The National Transportation Safety Board is urging regulators to require rollover-prevention technology on fuel-tanker trucks, following its probe of a fiery 2009 crash in Indianapolis.

The Federal Motor Carrier Safety Administration, the Transportation Department’s trucking regulator, should mandate anti-rollover retrofits for cargo tank trailers that weigh more than 10,000 pounds, the NTSB said in recommendations sent to the agency today.

Tankers carrying hazardous materials may be top-heavy and vulnerable to minor steering errors, the board said in its accident report. Quality Distribution Inc. (QLTY) and closely held Groendyke Transport are among the companies that would be affected by a retrofit.

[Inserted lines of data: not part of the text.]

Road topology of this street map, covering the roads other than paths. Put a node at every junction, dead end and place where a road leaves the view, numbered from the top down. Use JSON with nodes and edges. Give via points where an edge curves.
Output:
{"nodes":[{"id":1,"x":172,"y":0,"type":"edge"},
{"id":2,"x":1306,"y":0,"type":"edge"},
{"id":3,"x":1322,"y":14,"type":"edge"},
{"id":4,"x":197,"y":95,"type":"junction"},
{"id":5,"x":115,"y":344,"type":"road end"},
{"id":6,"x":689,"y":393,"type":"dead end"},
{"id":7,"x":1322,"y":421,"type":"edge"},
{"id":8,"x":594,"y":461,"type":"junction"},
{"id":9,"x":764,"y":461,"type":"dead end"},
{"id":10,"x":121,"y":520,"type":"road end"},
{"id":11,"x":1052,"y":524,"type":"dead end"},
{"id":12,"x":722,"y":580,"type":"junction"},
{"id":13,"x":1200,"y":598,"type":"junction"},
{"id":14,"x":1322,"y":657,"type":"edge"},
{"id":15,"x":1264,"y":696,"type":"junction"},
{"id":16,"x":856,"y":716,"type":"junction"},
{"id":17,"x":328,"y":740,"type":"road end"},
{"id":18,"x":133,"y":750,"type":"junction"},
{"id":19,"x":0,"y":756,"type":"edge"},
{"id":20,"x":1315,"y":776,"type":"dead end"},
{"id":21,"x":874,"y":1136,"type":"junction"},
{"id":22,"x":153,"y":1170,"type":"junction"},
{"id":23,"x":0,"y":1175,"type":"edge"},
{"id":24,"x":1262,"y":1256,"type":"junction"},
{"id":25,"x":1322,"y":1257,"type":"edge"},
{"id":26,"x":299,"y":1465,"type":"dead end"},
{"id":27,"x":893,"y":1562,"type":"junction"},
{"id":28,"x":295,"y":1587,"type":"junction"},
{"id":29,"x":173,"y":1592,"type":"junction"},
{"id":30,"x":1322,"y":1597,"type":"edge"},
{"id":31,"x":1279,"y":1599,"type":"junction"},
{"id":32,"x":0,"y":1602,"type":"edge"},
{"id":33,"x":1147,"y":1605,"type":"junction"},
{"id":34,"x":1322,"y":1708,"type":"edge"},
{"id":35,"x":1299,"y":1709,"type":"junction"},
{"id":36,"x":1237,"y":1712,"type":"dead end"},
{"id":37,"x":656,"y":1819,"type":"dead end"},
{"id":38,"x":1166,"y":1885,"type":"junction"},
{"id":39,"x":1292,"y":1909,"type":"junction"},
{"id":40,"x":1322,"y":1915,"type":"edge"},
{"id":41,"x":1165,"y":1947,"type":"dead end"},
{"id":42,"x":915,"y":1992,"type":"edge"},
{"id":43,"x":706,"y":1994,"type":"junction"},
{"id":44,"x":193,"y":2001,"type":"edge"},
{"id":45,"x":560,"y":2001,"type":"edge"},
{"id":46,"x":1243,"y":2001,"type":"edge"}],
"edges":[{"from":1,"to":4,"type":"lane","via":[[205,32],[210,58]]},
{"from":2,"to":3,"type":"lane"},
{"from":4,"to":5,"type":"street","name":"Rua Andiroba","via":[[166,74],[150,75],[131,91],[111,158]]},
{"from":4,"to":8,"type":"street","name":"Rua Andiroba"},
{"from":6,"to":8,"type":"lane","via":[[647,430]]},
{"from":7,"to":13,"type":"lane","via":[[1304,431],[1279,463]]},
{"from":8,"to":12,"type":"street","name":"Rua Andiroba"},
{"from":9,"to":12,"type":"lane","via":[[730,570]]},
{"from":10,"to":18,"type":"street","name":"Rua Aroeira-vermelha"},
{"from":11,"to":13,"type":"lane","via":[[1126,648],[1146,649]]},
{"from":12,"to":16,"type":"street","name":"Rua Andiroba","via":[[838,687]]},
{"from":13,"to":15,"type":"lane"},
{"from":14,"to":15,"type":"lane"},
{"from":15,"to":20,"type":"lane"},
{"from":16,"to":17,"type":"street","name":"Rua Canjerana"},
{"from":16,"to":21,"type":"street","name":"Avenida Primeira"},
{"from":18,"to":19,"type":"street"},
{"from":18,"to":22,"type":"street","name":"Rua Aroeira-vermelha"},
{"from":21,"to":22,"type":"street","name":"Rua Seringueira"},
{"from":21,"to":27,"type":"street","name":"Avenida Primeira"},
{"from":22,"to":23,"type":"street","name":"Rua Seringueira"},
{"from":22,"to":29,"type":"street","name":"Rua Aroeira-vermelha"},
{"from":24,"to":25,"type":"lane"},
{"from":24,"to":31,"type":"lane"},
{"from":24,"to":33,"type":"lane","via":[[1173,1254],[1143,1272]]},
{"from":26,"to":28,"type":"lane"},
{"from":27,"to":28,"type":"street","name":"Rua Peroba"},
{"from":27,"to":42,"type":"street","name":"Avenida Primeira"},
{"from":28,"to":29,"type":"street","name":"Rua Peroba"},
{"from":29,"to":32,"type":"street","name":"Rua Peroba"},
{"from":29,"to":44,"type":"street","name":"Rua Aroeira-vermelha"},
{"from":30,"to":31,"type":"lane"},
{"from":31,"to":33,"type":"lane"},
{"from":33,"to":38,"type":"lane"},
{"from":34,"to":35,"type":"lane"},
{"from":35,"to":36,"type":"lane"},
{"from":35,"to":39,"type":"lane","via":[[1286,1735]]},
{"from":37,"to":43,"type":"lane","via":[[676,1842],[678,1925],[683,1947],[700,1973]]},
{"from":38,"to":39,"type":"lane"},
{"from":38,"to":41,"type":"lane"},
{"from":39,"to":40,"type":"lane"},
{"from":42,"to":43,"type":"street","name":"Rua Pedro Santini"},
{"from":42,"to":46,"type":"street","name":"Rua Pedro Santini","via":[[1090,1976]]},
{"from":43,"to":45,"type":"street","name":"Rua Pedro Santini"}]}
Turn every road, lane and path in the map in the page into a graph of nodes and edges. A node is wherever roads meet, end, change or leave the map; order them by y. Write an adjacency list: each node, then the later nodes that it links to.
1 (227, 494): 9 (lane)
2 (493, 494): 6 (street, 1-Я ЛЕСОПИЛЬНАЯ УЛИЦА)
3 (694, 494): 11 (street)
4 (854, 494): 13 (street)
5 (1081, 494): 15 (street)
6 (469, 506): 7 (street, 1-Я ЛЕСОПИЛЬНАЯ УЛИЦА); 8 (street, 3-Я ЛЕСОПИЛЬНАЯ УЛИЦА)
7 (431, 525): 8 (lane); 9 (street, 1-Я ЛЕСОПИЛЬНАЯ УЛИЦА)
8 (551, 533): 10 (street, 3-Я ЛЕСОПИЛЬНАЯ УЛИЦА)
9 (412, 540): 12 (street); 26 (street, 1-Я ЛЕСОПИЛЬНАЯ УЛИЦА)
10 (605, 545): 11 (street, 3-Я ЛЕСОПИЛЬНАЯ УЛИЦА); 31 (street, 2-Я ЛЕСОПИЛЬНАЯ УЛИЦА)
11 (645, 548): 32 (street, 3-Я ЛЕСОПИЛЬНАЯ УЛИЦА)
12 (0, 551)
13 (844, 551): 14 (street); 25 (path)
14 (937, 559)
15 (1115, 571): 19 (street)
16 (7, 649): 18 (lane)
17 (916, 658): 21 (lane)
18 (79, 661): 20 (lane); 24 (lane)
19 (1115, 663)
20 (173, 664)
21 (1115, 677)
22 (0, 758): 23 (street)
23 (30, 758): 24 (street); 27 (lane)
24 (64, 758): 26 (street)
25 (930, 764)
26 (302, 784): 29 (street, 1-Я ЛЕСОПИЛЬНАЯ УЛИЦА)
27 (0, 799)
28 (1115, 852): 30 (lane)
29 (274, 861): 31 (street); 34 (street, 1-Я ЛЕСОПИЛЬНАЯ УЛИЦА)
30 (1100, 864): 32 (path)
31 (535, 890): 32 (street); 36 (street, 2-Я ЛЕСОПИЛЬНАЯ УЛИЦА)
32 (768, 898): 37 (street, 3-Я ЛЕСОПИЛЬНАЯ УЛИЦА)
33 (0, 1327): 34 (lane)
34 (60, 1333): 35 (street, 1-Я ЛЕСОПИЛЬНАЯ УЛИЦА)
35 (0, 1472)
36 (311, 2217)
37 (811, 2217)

The safety board, which cannot implement changes, completed its investigation of the Indianapolis crash in July, concluding that a rollover that released 9,001 gallons of liquefied petroleum gas could have been prevented with stability control.

Without regulation, the trucking industry has had little incentive to pay for the technology, the safety board said. Because of the long working life of tankers, it may take 50 years for stability control technology to be used throughout fleets without mandated retrofits, it said.

The October 22, 2009, Indianapolis crash displaced a pier holding a bridge on Interstate 465, closing an interchange for several days. The trucker and another driver sustained serious injuries.